🤖 AI Summary
Existing continuous-dimensional speech emotion recognition (SER) methods suffer from two key limitations: (1) reliance solely on global text transcriptions, neglecting the dynamic influence of local prosodic emphasis on emotional semantics; and (2) semantic representations confined to lexical-level features, lacking high-level, interpretable cues. To address these, we propose MSF-SER, a Multi-Granularity Semantic Fusion framework that jointly models local emphasis semantics, BERT-encoded global semantics, and knowledge-enhanced extended semantics—marking the first unified integration of such complementary semantic sources. MSF-SER employs a lightweight Mixture-of-Experts architecture modulated via Feature-wise Linear Modulation (FiLM), coupled with a gated intra-modal fusion mechanism, enabling dynamic capture of fine-grained emotional features and cross-modal synergy. Extensive experiments on MSP-Podcast and IEMOCAP demonstrate significant improvements in valence and arousal prediction accuracy. Ablation studies confirm that multi-granularity semantic fusion enhances both interpretability and performance of continuous SER.
📝 Abstract
Continuous dimensional speech emotion recognition captures affective variation along valence, arousal, and dominance, providing finer-grained representations than categorical approaches. Yet most multimodal methods rely solely on global transcripts, leading to two limitations: (1) all words are treated equally, overlooking that emphasis on different parts of a sentence can shift emotional meaning; (2) only surface lexical content is represented, lacking higher-level interpretive cues.
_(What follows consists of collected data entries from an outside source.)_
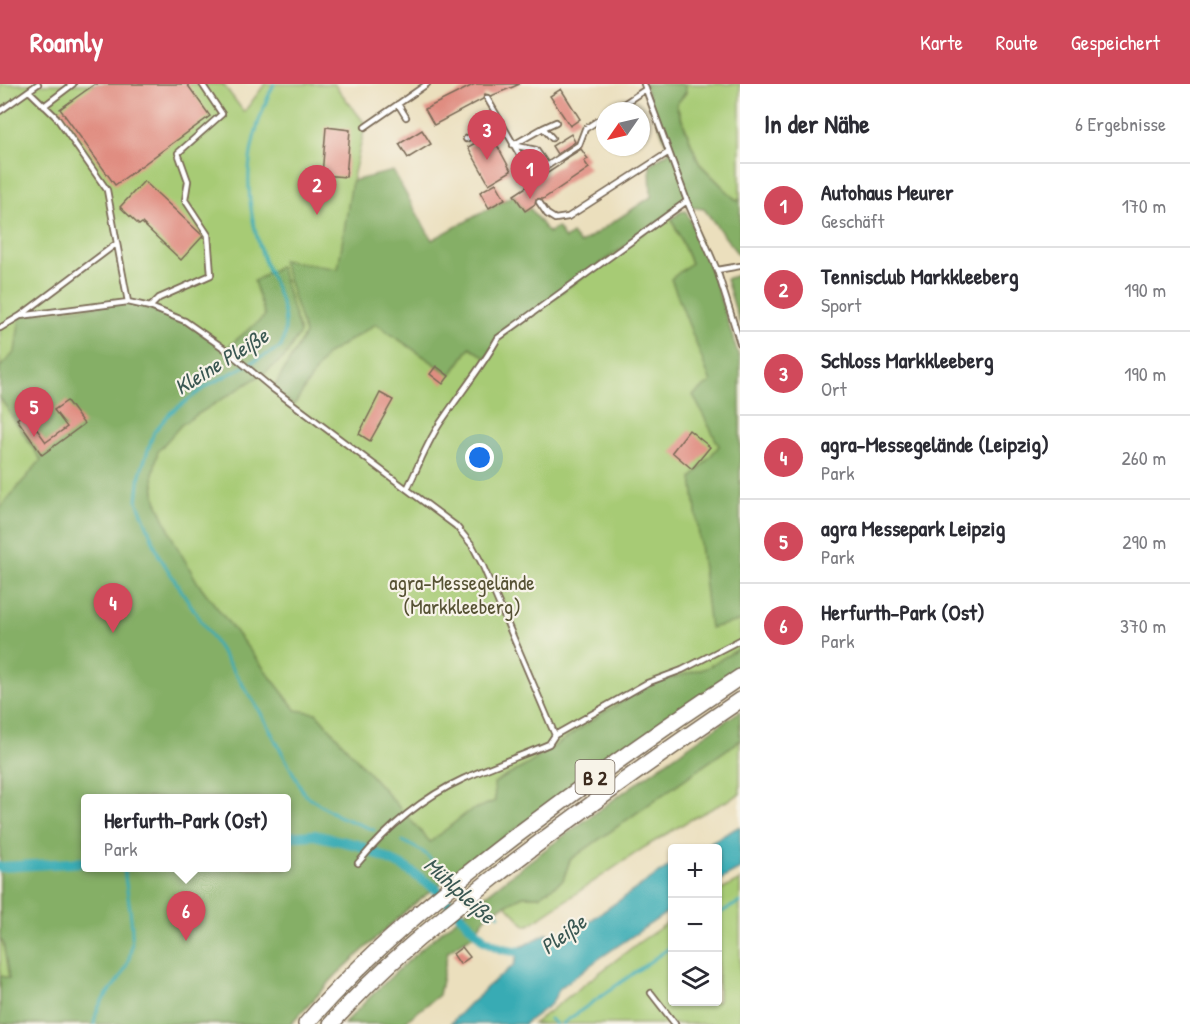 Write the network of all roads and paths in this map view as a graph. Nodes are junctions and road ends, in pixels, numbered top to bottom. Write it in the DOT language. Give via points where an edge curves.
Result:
graph roads {
  1 [pos="38,84"];
  2 [pos="73,84"];
  3 [pos="202,84"];
  4 [pos="427,84"];
  5 [pos="645,87"];
  6 [pos="29,91"];
  7 [pos="487,98"];
  8 [pos="625,102"];
  9 [pos="398,104"];
  10 [pos="44,106"];
  11 [pos="0,111"];
  12 [pos="406,117"];
  13 [pos="499,120"];
  14 [pos="556,122"];
  15 [pos="596,122"];
  16 [pos="365,127"];
  17 [pos="543,128"];
  18 [pos="552,138"];
  19 [pos="466,139"];
  20 [pos="513,145"];
  21 [pos="669,152"];
  22 [pos="526,166"];
  23 [pos="687,201"];
  24 [pos="539,202"];
  25 [pos="116,244"];
  26 [pos="740,266"];
  27 [pos="717,270"];
  28 [pos="128,302"];
  29 [pos="150,307"];
  30 [pos="20,316"];
  31 [pos="0,328"];
  32 [pos="740,343"];
  33 [pos="407,489"];
  34 [pos="740,640"];
  35 [pos="740,676"];
  36 [pos="740,700"];
  37 [pos="555,735"];
  38 [pos="358,864"];
  39 [pos="651,993"];
  40 [pos="306,1024"];
  41 [pos="331,1024"];
  42 [pos="675,1024"];
  1 -- 6 [label="lane"];
  2 -- 10 [label="lane"];
  3 -- 29 [label="lane" via="222,114 178,153 188,181 185,200 208,235 211,275 159,298"];
  4 -- 9 [label="lane"];
  5 -- 8 [label="lane"];
  5 -- 21 [label="lane"];
  6 -- 10 [label="lane"];
  6 -- 11 [label="lane"];
  7 -- 13 [label="lane"];
  9 -- 12 [label="lane"];
  9 -- 16 [label="lane"];
  10 -- 25 [label="lane" via="107,190"];
  13 -- 19 [label="lane"];
  13 -- 20 [label="lane"];
  14 -- 17 [label="lane"];
  15 -- 20 [label="lane" via="585,129 579,145 547,166 536,150"];
  17 -- 18 [label="lane"];
  17 -- 20 [label="lane"];
  20 -- 22 [label="lane"];
  21 -- 23 [label="lane"];
  21 -- 24 [label="lane" via="568,217 555,219"];
  23 -- 27 [label="lane"];
  23 -- 33 [label="lane" via="498,338 442,420"];
  25 -- 28 [label="lane"];
  25 -- 30 [label="lane"];
  26 -- 27 [label="lane"];
  27 -- 32 [label="lane"];
  28 -- 29 [label="lane"];
  28 -- 30 [label="lane"];
  29 -- 33 [label="lane" via="185,321 225,349"];
  30 -- 31 [label="lane"];
  33 -- 37 [label="lane" via="456,526 472,545"];
  34 -- 37 [label="lane" via="647,683"];
  35 -- 40 [label="highway, B 2" via="615,763 454,884 358,969"];
  36 -- 41 [label="highway, B 2" via="565,823 468,898 371,983"];
  37 -- 38 [label="lane" via="549,744 462,780 405,816"];
  39 -- 42 [label="lane"];
}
To overcome these issues, we propose MSF-SER (Multi-granularity Semantic Fusion for Speech Emotion Recognition), which augments acoustic features with three complementary levels of textual semantics--Local Emphasized Semantics (LES), Global Semantics (GS), and Extended Semantics (ES). These are integrated via an intra-modal gated fusion and a cross-modal FiLM-modulated lightweight Mixture-of-Experts (FM-MOE). Experiments on MSP-Podcast and IEMOCAP show that MSF-SER consistently improves dimensional prediction, demonstrating the effectiveness of enriched semantic fusion for SER.